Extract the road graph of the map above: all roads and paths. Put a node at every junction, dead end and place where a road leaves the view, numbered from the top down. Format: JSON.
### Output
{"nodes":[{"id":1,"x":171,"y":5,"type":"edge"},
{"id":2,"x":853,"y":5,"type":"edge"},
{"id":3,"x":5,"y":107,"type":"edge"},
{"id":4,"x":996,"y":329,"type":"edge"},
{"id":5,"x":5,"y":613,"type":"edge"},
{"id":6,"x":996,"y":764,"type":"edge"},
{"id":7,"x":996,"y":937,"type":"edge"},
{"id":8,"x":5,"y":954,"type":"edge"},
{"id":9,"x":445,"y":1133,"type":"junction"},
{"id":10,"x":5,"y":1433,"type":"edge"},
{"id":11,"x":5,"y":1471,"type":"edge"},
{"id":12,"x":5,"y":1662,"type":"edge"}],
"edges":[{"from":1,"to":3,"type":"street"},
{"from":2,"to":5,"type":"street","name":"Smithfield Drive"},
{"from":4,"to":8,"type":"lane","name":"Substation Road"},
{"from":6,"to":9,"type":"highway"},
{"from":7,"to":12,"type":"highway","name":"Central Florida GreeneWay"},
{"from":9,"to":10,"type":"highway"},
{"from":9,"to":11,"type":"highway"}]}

_WHAT TO DO_:
Output all of the data again, exactly.

_SOLUTION TO THE EXERCISE_:
Extract the road graph of the map above: all roads and paths. Put a node at every junction, dead end and place where a road leaves the view, numbered from the top down. Format: JSON.
### Output
{"nodes":[{"id":1,"x":171,"y":5,"type":"edge"},
{"id":2,"x":853,"y":5,"type":"edge"},
{"id":3,"x":5,"y":107,"type":"edge"},
{"id":4,"x":996,"y":329,"type":"edge"},
{"id":5,"x":5,"y":613,"type":"edge"},
{"id":6,"x":996,"y":764,"type":"edge"},
{"id":7,"x":996,"y":937,"type":"edge"},
{"id":8,"x":5,"y":954,"type":"edge"},
{"id":9,"x":445,"y":1133,"type":"junction"},
{"id":10,"x":5,"y":1433,"type":"edge"},
{"id":11,"x":5,"y":1471,"type":"edge"},
{"id":12,"x":5,"y":1662,"type":"edge"}],
"edges":[{"from":1,"to":3,"type":"street"},
{"from":2,"to":5,"type":"street","name":"Smithfield Drive"},
{"from":4,"to":8,"type":"lane","name":"Substation Road"},
{"from":6,"to":9,"type":"highway"},
{"from":7,"to":12,"type":"highway","name":"Central Florida GreeneWay"},
{"from":9,"to":10,"type":"highway"},
{"from":9,"to":11,"type":"highway"}]}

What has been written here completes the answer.